Recently I saw a dancing tomato at a busy intersection. The dancing tomato was holding a sign advertising large pizzas for a low price at a nearby restaurant. Thousands of cars were driving through this particular intersection during rush hour, and each of them was likely seeing the dancing tomato selling large pizzas. I presume that the guy in the dancing tomato suit believed sincerely that his efforts would result in an increase in the sale of pizzas on this particular evening. He apparently believed that, upon seeing a dancing tomato at a busy intersection, scads of drivers would immediately change their evening plans, rush into his particular pizza restaurant, and order as many large pizzas as their arms could carry. “Hey, look at that dancing tomato.
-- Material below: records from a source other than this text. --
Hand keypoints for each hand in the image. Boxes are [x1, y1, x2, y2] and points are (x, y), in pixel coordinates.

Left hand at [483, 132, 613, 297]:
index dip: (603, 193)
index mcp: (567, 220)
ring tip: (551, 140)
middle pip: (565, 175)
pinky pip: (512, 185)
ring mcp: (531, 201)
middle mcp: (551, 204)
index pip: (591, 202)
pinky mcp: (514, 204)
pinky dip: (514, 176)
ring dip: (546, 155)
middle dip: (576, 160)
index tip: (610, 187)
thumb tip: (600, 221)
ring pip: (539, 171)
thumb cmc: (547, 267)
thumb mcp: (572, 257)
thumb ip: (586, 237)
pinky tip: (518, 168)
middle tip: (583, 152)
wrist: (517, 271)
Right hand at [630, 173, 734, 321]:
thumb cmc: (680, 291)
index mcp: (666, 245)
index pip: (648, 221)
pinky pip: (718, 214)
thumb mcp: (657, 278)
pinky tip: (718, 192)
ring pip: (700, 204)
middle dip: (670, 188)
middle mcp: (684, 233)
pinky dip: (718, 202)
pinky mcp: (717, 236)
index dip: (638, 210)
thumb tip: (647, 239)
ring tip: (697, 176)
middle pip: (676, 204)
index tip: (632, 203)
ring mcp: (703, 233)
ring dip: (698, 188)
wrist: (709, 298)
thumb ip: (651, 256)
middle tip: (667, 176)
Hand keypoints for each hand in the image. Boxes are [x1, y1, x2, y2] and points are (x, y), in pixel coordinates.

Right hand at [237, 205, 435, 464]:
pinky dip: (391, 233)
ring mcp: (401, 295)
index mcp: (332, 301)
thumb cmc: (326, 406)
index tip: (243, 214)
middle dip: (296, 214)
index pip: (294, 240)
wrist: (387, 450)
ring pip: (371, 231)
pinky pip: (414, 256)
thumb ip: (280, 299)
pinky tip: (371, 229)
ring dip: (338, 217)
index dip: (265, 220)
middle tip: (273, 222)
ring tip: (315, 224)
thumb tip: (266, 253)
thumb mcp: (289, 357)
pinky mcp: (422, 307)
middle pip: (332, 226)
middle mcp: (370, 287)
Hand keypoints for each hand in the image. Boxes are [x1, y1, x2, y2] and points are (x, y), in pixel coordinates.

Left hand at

Holy pepperoni! Am I ever in the mood for a pizza! And to think I never would have realized that unless I had seen that crazy yet effective dancing tomato.”
How much of what the church does is nothing more than putting a dancing tomato at a busy intersection? How many campaigns to boost attendance and membership are truly evangelism, as opposed meaningless exercises that pander to our insatiable desire for self-promotion? How many mission trips are truly acts of deep sacrificial love, as opposed to surface level attempts to make ourselves feel better by “fixing” someone else’s problem for them? Bulk mailings, anonymous placement of door hangers, flashy lobbies with coffee shops and bookstores, “worship centers” (never sanctuaries) with hundreds of thousands of dollars invested in technological gadgetry, fully equipped gymnasiums, marketing departments – What on earth are we doing, for heaven’s sake? (Pun intended.)
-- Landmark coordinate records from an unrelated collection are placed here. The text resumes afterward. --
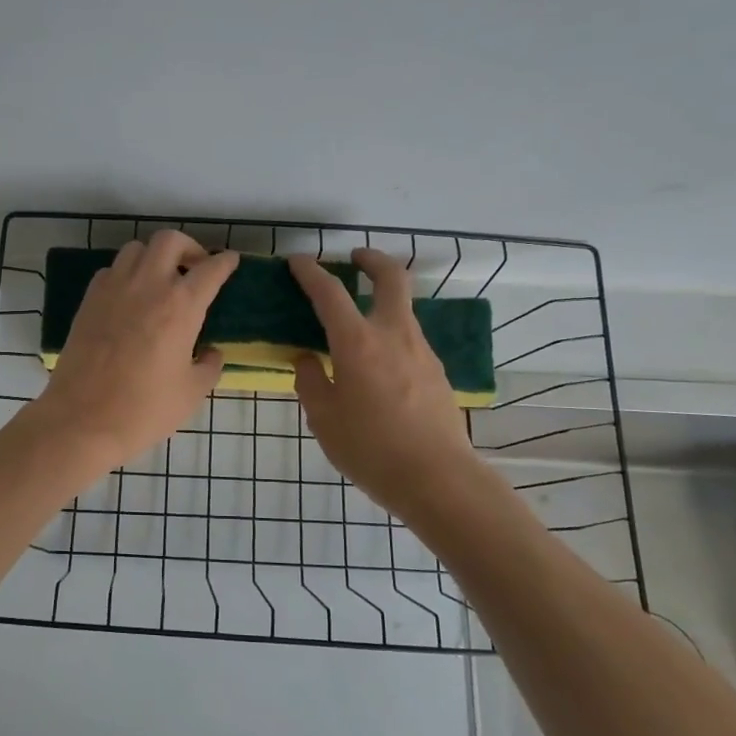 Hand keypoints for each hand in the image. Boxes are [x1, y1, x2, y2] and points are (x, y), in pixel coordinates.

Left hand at [22, 231, 238, 476]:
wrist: (82, 420)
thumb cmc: (144, 409)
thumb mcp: (191, 393)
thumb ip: (208, 366)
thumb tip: (210, 352)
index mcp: (181, 306)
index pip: (210, 269)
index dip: (225, 262)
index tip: (230, 261)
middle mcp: (148, 285)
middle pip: (170, 241)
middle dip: (188, 247)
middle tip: (195, 268)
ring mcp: (113, 289)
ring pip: (136, 249)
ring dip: (154, 257)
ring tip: (161, 280)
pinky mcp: (89, 300)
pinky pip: (111, 270)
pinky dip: (126, 273)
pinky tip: (130, 297)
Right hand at [289, 249, 482, 520]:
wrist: (438, 479)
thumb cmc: (371, 449)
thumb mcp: (324, 419)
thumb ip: (311, 382)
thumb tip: (308, 360)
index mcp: (358, 343)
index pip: (330, 293)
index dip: (311, 272)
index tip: (298, 261)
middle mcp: (393, 335)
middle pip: (390, 278)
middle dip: (372, 259)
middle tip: (355, 257)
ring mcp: (422, 351)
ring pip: (402, 309)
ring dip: (382, 301)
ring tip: (358, 322)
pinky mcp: (437, 372)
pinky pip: (409, 340)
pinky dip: (391, 335)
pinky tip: (379, 365) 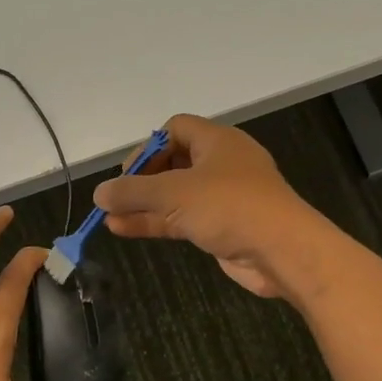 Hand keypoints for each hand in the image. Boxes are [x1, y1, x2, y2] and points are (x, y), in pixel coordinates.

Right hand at [94, 114, 323, 297]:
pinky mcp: (222, 226)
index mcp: (217, 141)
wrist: (282, 251)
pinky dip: (156, 222)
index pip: (174, 129)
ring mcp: (223, 197)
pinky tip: (124, 229)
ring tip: (108, 217)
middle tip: (117, 197)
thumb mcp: (174, 193)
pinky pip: (182, 218)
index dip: (147, 147)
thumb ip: (133, 192)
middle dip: (141, 180)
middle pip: (172, 163)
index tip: (127, 173)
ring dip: (143, 205)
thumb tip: (99, 193)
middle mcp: (221, 164)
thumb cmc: (229, 207)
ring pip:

And here is my BIG question of the day: When was the last time you heard an intense dialogue about what the church IS, rather than what the church DOES? How many people could finish the sentence, “The church is ….” with a well reasoned, theologically sound answer? Sure, we could say that the church is the people, like the old Sunday School song says. “We are the church together.” But what are we?
The question is about “being,” rather than “doing.” And it seems to me that we need to be able to answer that question again, before we waste too much more time just doing stuff for the sake of doing it. Because it seems to me that a lot of what we are doing is the ecclesial equivalent of a dancing tomato at a busy intersection.